The company’s leading platform technology – a stem cell manufacturing process known as Cymerus – has now been successfully validated at a biomanufacturing site at Waisman Biomanufacturing in Madison, Wisconsin, US.
Cynata has confirmed that this state-of the-art stem cell manufacturing process is capable of producing MSCs for therapeutic application, consistently, efficiently and economically, in a Good Manufacturing Practice (GMP) production environment.
The Cymerus process uses an effectively limitless starting material – a bank of induced pluripotent stem cells (iPSCs) – and a patent-protected process to derive MSCs for commercial use. This is said to be a world-first breakthrough that sets Cymerus apart from all existing methods of MSC production, which require a continuous supply of new tissue donations.
Cynata expects to be able to produce all of the MSCs it will ever need from a single iPSC bank, derived from a single blood donation.
The company will now move to manufacture its GMP-grade Cymerus MSC product and expedite its clinical trial and collaboration programmes.
A Phase I human clinical trial of the Cymerus stem cell technology is currently in planning stage, with discussions underway with regulatory authorities to ascertain and clarify the likely regulatory path for this therapeutic product. The proposed clinical study is intended to examine the impact of these manufactured cells on patients affected by graft-versus-host disease (GvHD).
GvHD is a condition that often follows a bone marrow transplant. It occurs when the immune cells in the donor material (the graft) attack the recipient's tissues (the host) as foreign. This condition is commonly treated with steroids, but if unsuccessful, the outcome is usually fatal. The condition therefore represents a substantial unmet medical need.
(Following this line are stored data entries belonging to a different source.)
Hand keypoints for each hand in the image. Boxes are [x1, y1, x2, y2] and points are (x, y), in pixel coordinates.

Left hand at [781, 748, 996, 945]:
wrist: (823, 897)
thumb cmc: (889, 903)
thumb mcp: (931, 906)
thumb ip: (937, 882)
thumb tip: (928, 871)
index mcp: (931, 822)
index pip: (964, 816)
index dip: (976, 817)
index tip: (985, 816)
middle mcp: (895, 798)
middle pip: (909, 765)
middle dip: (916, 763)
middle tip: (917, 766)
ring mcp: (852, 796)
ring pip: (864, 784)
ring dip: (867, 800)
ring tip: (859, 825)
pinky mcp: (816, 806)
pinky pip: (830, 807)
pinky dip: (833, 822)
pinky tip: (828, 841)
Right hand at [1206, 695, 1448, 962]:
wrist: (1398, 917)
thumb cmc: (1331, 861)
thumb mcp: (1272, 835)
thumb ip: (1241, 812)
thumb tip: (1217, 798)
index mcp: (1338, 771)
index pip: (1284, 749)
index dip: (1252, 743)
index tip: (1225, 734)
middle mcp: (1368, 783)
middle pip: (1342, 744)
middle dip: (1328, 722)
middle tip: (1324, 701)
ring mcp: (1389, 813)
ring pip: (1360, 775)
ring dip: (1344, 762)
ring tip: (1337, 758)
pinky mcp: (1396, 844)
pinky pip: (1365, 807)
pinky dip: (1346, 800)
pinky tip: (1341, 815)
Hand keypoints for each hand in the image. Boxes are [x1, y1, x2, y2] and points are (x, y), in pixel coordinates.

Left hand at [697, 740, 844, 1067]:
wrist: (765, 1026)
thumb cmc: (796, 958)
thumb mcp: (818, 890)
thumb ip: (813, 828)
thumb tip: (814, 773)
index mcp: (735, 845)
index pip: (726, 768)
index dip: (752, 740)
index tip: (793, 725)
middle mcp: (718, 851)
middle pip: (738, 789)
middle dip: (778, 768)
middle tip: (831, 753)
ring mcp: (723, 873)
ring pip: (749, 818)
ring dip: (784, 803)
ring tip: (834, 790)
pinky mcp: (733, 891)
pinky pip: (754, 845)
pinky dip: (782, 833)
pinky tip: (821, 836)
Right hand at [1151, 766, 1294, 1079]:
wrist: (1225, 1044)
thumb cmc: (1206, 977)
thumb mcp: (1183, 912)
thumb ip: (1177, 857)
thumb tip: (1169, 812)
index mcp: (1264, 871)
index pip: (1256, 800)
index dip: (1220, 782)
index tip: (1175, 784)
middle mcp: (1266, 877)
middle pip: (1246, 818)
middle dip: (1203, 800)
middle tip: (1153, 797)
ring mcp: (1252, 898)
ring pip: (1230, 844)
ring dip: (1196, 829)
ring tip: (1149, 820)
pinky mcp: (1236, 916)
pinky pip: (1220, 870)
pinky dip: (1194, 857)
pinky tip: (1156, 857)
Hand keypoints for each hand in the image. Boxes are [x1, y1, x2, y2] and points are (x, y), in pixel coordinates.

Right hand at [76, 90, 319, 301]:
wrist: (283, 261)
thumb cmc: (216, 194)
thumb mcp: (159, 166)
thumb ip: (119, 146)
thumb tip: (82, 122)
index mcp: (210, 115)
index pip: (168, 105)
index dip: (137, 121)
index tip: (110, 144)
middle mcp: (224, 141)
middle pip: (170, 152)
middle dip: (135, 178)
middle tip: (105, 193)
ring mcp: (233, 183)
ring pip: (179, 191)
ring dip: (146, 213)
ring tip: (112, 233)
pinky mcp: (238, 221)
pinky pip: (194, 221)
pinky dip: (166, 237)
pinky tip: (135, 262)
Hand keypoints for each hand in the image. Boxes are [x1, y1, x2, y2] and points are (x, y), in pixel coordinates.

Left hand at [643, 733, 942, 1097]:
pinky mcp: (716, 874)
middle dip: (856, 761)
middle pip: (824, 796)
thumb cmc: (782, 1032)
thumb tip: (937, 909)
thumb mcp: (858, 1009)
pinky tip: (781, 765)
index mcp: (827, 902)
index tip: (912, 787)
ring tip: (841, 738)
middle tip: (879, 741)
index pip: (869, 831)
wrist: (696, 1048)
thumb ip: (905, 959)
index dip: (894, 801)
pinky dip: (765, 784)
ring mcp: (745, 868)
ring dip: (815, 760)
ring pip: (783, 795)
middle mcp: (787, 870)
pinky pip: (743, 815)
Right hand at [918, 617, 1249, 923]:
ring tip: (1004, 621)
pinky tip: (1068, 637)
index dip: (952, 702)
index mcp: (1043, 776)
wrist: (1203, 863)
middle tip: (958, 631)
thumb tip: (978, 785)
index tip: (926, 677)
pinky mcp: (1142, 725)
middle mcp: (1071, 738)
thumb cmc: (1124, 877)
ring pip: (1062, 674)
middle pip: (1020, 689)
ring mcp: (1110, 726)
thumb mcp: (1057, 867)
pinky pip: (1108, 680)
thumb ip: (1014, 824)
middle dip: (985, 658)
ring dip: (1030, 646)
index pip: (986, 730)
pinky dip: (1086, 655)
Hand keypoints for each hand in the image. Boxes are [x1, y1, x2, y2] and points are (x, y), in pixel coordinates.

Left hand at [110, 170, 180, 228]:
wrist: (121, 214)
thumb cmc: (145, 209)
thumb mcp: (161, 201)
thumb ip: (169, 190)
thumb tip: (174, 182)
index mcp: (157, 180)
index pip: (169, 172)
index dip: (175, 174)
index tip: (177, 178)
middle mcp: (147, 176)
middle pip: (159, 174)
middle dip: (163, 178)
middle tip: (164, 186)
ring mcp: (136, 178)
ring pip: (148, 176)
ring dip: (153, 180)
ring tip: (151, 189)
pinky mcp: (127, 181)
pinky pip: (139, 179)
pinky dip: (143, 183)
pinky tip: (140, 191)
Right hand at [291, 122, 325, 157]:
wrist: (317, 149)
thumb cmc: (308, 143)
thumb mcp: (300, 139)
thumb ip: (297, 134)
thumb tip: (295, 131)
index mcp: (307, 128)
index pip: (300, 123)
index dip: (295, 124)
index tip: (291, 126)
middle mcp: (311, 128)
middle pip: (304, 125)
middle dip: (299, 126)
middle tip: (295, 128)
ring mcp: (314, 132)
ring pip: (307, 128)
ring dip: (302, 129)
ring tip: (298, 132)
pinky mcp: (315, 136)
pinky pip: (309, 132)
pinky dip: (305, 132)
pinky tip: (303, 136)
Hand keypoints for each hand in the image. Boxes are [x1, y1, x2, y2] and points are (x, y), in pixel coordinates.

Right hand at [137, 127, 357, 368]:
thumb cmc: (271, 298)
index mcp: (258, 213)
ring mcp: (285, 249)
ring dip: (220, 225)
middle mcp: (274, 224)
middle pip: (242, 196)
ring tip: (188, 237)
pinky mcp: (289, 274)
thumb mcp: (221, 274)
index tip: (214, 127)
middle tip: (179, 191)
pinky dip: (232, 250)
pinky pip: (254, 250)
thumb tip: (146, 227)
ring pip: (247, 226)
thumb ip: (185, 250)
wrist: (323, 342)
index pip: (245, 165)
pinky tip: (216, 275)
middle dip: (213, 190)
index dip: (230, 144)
Dr Ross Macdonald, Chief Executive of Cymerus, said progressing to manufacturing scale up was a critical milestone for the company.
‘An equity research report compiled last year by respected biotech analyst Stuart Roberts saliently noted that should Cynata demonstrate an ability to make cells at industrial scale under GMP then it would be in a position to be a ‘genuine stem cell evolutionary’.
‘We have just achieved this important goal.’
Dr Macdonald said that one of the big issues facing regenerative medicine companies was how to produce enough stem cells consistently, reproducibly and economically for clinical and commercial benefit.
‘Our international manufacturing partner has now confirmed our proprietary process can achieve this in a GMP manufacturing environment. This is a key requirement for pharmaceutical companies as they move to capture the opportunities presented by stem cell medicine. An abundance of stem cells clears a path toward low cost, cutting edge cell therapy.’
MSCs are a particular type of stem cell, thought to have two main mechanisms of action in ameliorating disease. They have anti-inflammatory effects by modulating the immune system and enhance tissue regeneration by protecting cells from damage and promoting healing – for example, by stimulating new blood vessel formation. The therapeutic use of MSCs is currently being investigated in more than 200 clinical trials around the world in a diverse range of illnesses, including immune disorders, heart disease, stroke, arthritis, fractures, degenerative disc disease, diabetes, lung disorders and eye disease.